Dar um passo atrás para conseguir ver melhor uma exposição virtual de móveis, agarrar um objeto virtual, ou lutar com um vilão de espada em punho num mundo virtual podem gerar informações tão precisas como uma impressão digital para identificar alguém.

Um estudo da Universidade de Berkeley, na Califórnia, analisou o maior dataset de interações de utilizadores em ambientes de realidade virtual, alguma vez estudado por questões de privacidade, e as conclusões são surpreendentes. A pesquisa verificou que a quantidade de dados necessários para conseguir uma identificação única de alguém no metaverso é mínima e praticamente de partilha obrigatória para interagir com mundos virtuais.

O estudo analisou mais de 2,5 milhões de registos de dados em realidade virtual, anonimizados, de mais de 50 mil utilizadores da app Beat Saber.
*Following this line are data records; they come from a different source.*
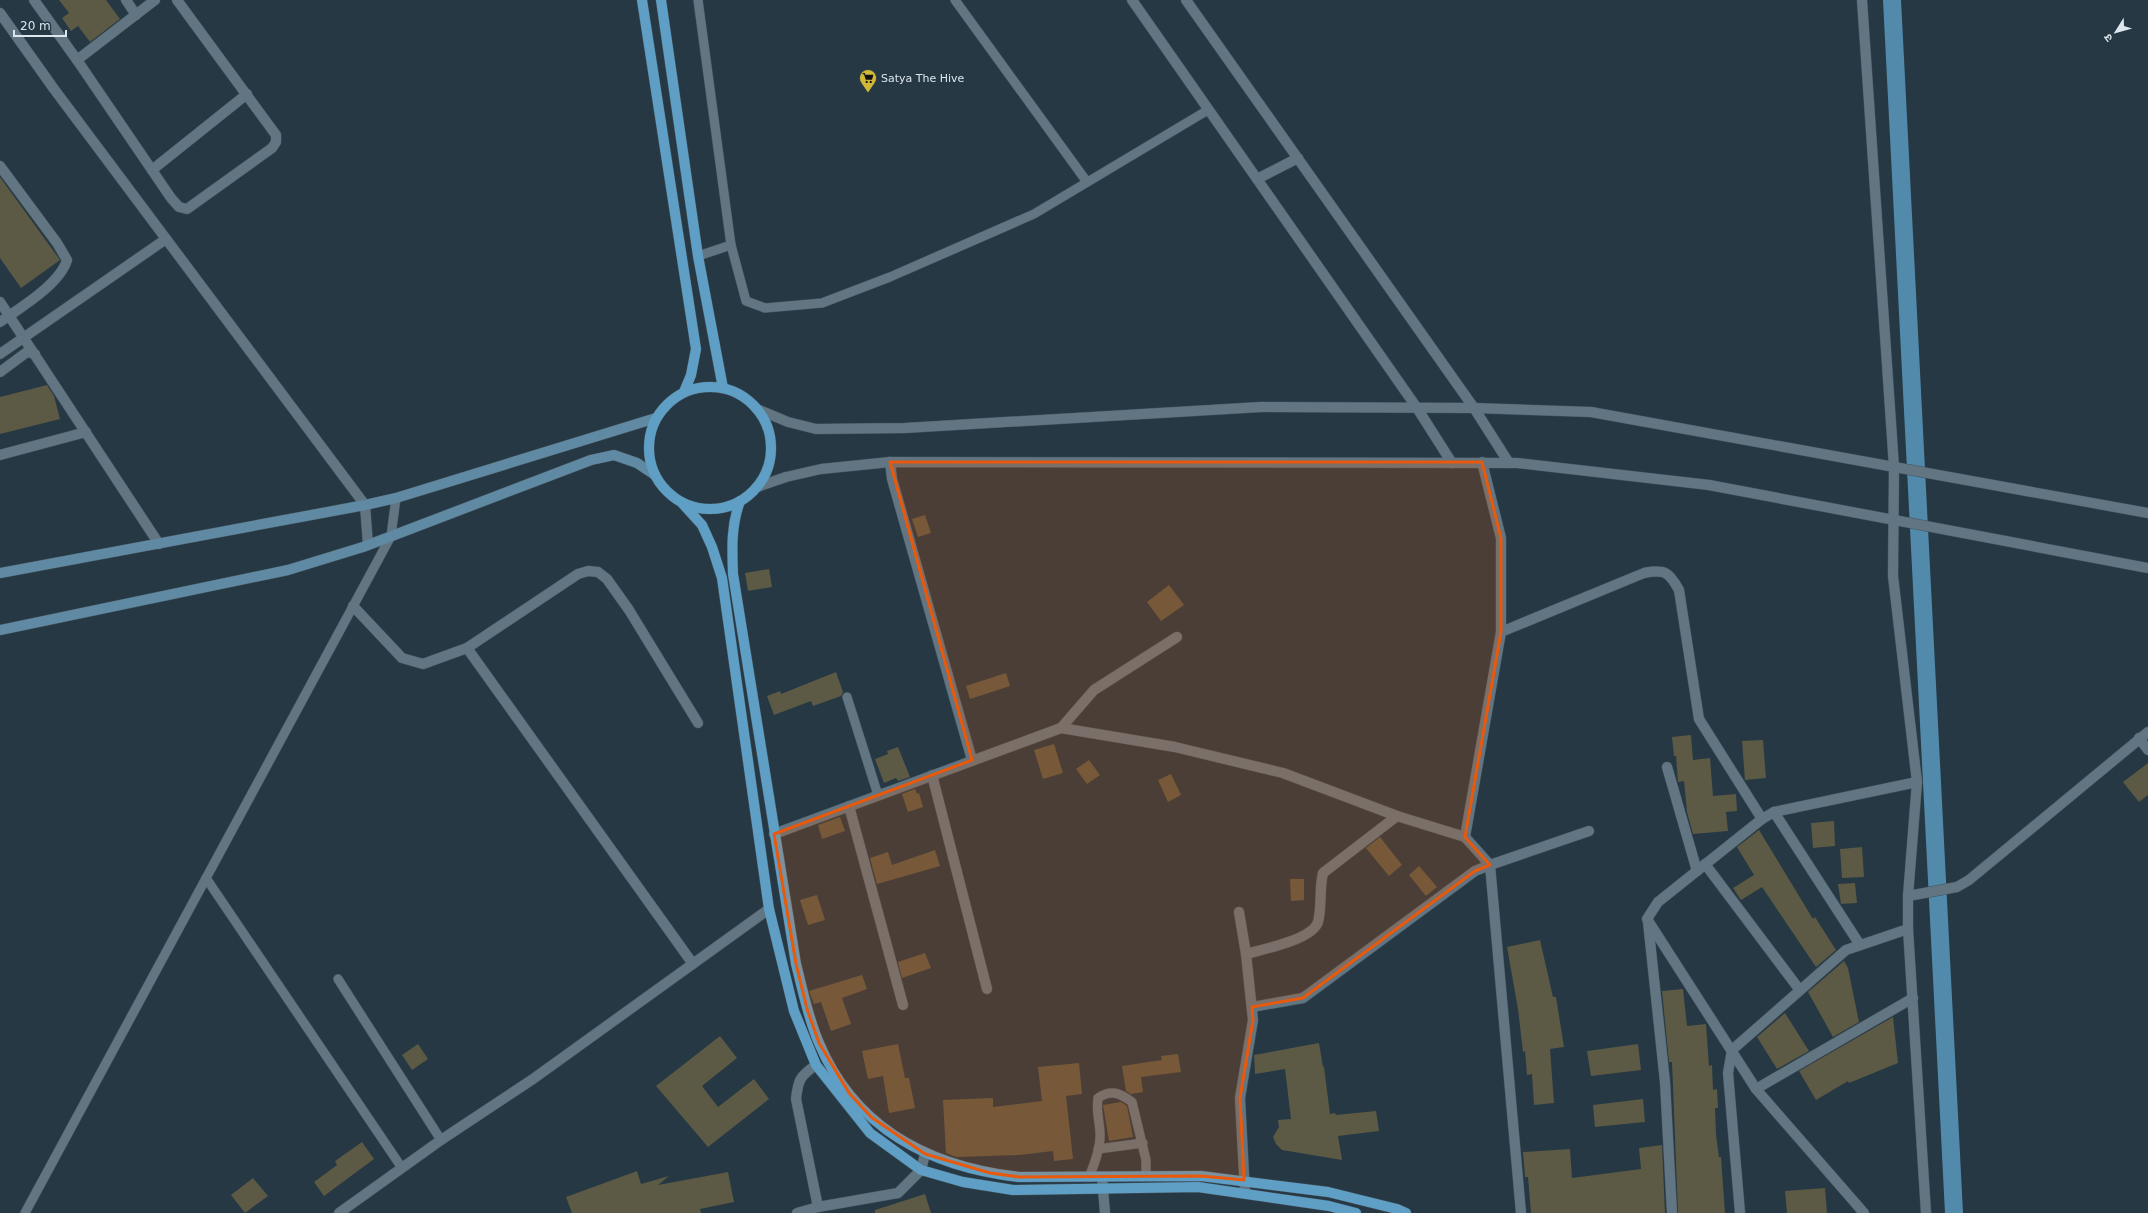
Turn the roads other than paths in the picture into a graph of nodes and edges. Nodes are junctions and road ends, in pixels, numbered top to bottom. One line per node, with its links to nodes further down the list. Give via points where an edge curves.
1 (34, 0): 14 (street)
2 (126, 0): 13 (street)
3 (155, 0): 13 (street)
4 (177, 0): 15 (street)
5 (642, 0): 33 (main road, via 696,349 691,375)
6 (661, 0): 24 (main road)
7 (698, 0): 23 (lane)
8 (954, 0): 21 (lane)
9 (1132, 0): 16 (street)
10 (1186, 0): 17 (street)
11 (1862, 0): 44 (street)
12 (0, 13): 22 (street)
13 (136, 15): 14 (street)
14 (77, 60): 19 (street)
15 (247, 94): 19 (street); 19 (street, via 276,135 276,142 272,148 187,209 179,207)
16 (1208, 110): 20 (street); 21 (lane)
17 (1298, 158): 20 (street); 35 (street)
18 (0, 166): 26 (street, via 67,260 64,270 53,282)
19 (152, 170)
20 (1257, 179): 34 (street)
21 (1087, 182): 23 (lane, via 1034,214 890,278 822,303 765,308 746,301)
22 (166, 239): 28 (street); 50 (street)
23 (731, 245): 24 (lane)
24 (698, 256): 32 (main road)
25 (0, 302): 26 (street)
26 (9, 316): 27 (street); 28 (street)
27 (0, 322)
28 (24, 337): 29 (street); 30 (street)
29 (0, 354)
30 (35, 354): 31 (street, via 27,352); 38 (street)
31 (0, 372)
32 (723, 388): 33 (main road, via 703,387); 36 (main road, via 741,395)
33 (684, 392): 37 (main road, via 668,403)
34 (1417, 408): 35 (street); 36 (street, via 1261,407 905,428 816,429 788,422); 42 (street)
35 (1474, 408): 43 (street); 44 (street, via 1591,412)
36 (757, 409): 46 (main road, via 767,427 771,448 767,469)
37 (656, 418): 45 (main road, via 649,437 649,456); 47 (main road)
38 (86, 432): 39 (street); 54 (street)
39 (0, 455)
40 (890, 462): 42 (street); 46 (street, via 821,469 786,477); 71 (street, via 892,479)
41 (1482, 462): 42 (street); 43 (street); 60 (street, via 1501,538)
42 (1452, 463)
43 (1509, 463): 52 (street, via 1709,485)
44 (1894, 467): 51 (street); 52 (street)
45 (655, 475): 49 (main road, via 666,491); 53 (main road, via 637,462 614,455 590,460)
46 (757, 488): 48 (main road)
47 (396, 498): 50 (main road); 53 (lane)
48 (740, 501): 49 (main road, via 721,508 701,508); 68 (main road, via 731,541 733,574)
49 (682, 503): 69 (main road, via 702,525 722,578)
50 (365, 505): 54 (main road); 55 (street)
51 (2148, 513)
52 (1893, 519): 56 (street); 74 (street, via 1894,576)
53 (390, 536): 55 (main road); 58 (lane)
54 (159, 544): 57 (main road)
55 (368, 545): 59 (main road, via 288,570)
56 (2148, 568)
57 (0, 573)
58 (352, 606): 62 (street, via 402,658 423,664); 85 (lane)
59 (0, 630)
60 (1501, 632): 79 (street, via 1644,573 1659,570 1672,576 1679,590 1699,719); 82 (street)
61 (1177, 637): 65 (street, via 1094,690)
62 (467, 648): 64 (street, via 578,574 598,572 607,579 629,610); 93 (street)
63 (847, 697): 75 (lane)
64 (698, 723)
65 (1061, 728): 71 (street); 78 (street, via 1175,747 1283,773)
66 (2148, 732): 67 (street)
67 (2139, 738): 70 (street); 86 (street, via 1975,875 1957,887)
68 (760, 743): 69 (main road); 81 (main road)
69 (746, 745): 87 (main road)
70 (2148, 750)
71 (972, 760): 73 (street)
72 (1667, 767): 84 (street)
73 (932, 775): 75 (street); 95 (street)
74 (1917, 782): 77 (street); 86 (street)
75 (878, 795): 76 (street)
76 (849, 806): 81 (street); 98 (street)
77 (1774, 812): 79 (street); 91 (street)
78 (1397, 816): 82 (street); 92 (street, via 1323,873 1318,923 1311,931 1290,942)
79 (1762, 819): 84 (street)
80 (1589, 831): 83 (street)
81 (774, 834): 106 (main road, via 796,964 819,1044 832,1069 871,1118 897,1138)
82 (1465, 837): 83 (street)
83 (1490, 865): 99 (street, via 1475,871 1303,998); 122 (street)
84 (1701, 867): 89 (street, via 1658,902); 96 (street)
85 (206, 878): 107 (lane); 117 (lane)
86 (1908, 896): 90 (street)
87 (769, 909): 93 (street); 101 (main road, via 794,1011)
88 (1239, 912): 92 (street)
89 (1648, 919): 100 (street); 123 (street, via 1665,1082)
90 (1908, 929): 91 (street); 97 (street)
91 (1860, 945): 96 (street, via 1846,950)
92 (1246, 954): 99 (street)
93 (693, 964): 103 (street, via 533,1079)
94 (338, 978): 103 (lane)
95 (987, 989)
96 (1799, 989): 100 (street)
97 (1913, 998): 102 (street); 126 (street)
98 (903, 1005)
99 (1252, 1007): 112 (street, via 1253,1020 1240,1098)
100 (1732, 1050): 102 (street); 124 (street, via 1728,1073)
101 (816, 1065): 108 (main road, via 870,1133); 115 (street, via 803,1074 797,1085 796,1099)
102 (1756, 1089): 125 (street)
103 (441, 1140): 107 (street)
104 (1143, 1143): 105 (lane); 105 (lane, via 1132,1102 1112,1092 1098,1098); 109 (lane)
105 (1098, 1149): 110 (lane)
106 (925, 1154): 108 (street); 110 (main road, via 955,1165 990,1173 1019,1177)
107 (402, 1168): 118 (street)
108 (921, 1170): 113 (main road, via 963,1182 1013,1190); 115 (street, via 898,1193)
109 (1146, 1176): 111 (main road); 112 (main road, via 1201,1176)
110 (1089, 1177): 111 (main road)
111 (1102, 1177): 113 (street)
112 (1244, 1180): 114 (street); 116 (main road, via 1328,1192)
113 (1103, 1188): 114 (main road, via 1198,1187); 120 (street)
114 (1244, 1193): 121 (main road, via 1329,1206)
115 (818, 1207): 119 (street)
116 (1400, 1212)
117 (25, 1213)
118 (339, 1213)
119 (797, 1213)
120 (1105, 1213)
121 (1356, 1213)
122 (1521, 1213)
123 (1672, 1213)
124 (1740, 1213)
125 (1864, 1213)
126 (1926, 1213)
Descobriu que era possível identificar cada um destes utilizadores em 100 segundos, com uma fiabilidade de 94%. Metade dos utilizadores foram mesmo identificados em apenas 2 segundos, com recurso a técnicas de IA inovadoras.

Como? Recorrendo aos registos básicos de movimento de cada utilizador. O estudo sugere que estes registos básicos de movimento, captados pela maioria dos sistemas de RV, podem ser suficientes para identificar um indivíduo numa multidão.

Como sublinha a VentureBeat, que divulga os resultados da pesquisa, a interação em mundos virtuais faz-se com recurso a câmaras, que registam informação biométrica do rosto e olhos dos utilizadores e microfones, que copiam registos de voz e que, tal como as câmaras, ainda registam informação de ambiente do local onde está o utilizador. São também cada vez mais usados os mais diversos tipos de sensores, como os sensores de de eletroencefalograma (EEG), que registam ondas cerebrais e permitem interação direta sem usar as mãos, em jogos, por exemplo.

O debate sobre privacidade no metaverso tem-se desenrolado à volta do impacto da recolha destes dados para a privacidade de quem os partilha, mas o problema parece afinal ser ainda mais elementar.

A generalidade dos sistemas de realidade virtual, para funcionar corretamente, precisa de identificar três pontos básicos de movimento no utilizador: um na cabeça e um em cada mão e isso bastará para criar uma espécie de impressão digital no mundo virtual, quando estas zonas interagirem com o conteúdo virtual. Qualquer pessoa que usa um headset e um comando está a partilhar este tipo de informação.

O estudo “Unique Identification of 50,000-plus Virtual Reality Users from Head and Hand Motion Data” exemplifica que, quando um utilizador de RV se defende com um sabre virtual de um objeto que voa na sua direção, os dados de movimento gerados por essa interação podem ser mais fiáveis para o identificar que uma impressão digital. Refere também que, a partir desse mesmo movimento, é possível inferir outras informações, como o peso daquela pessoa, o sexo, ou se é dextro ou canhoto, dados que podem ficar ainda mais apurados, quando combinados com outros que os sistemas de RV habitualmente recolhem.

"Movimentar-se num mundo virtual, enquanto se transmitem dados básicos de movimento, é o equivalente a navegar na Internet partilhando as suas impressões digitais com cada site que visita. No entanto, a navegação web não exige a ninguém que partilhe impressões digitais, já a transmissão de dados de movimento é uma parte fundamental de como o metaverso funciona atualmente", reconheceu Vivek Nair, o investigador que liderou a pesquisa, ao VentureBeat.

Os autores do estudo estão a trabalhar em técnicas inovadoras para tentar dissimular as características físicas únicas de cada utilizador, soluções que ainda não existem. Até que existam, explorar estes dados para conseguir, por exemplo, identificar cada comprador que visita e explora uma loja virtual, está mais à distância de um forte investimento em tecnologia, do que de qualquer outro constrangimento. As empresas que pretendem tirar partido deste potencial ainda não têm regulação que as impeça.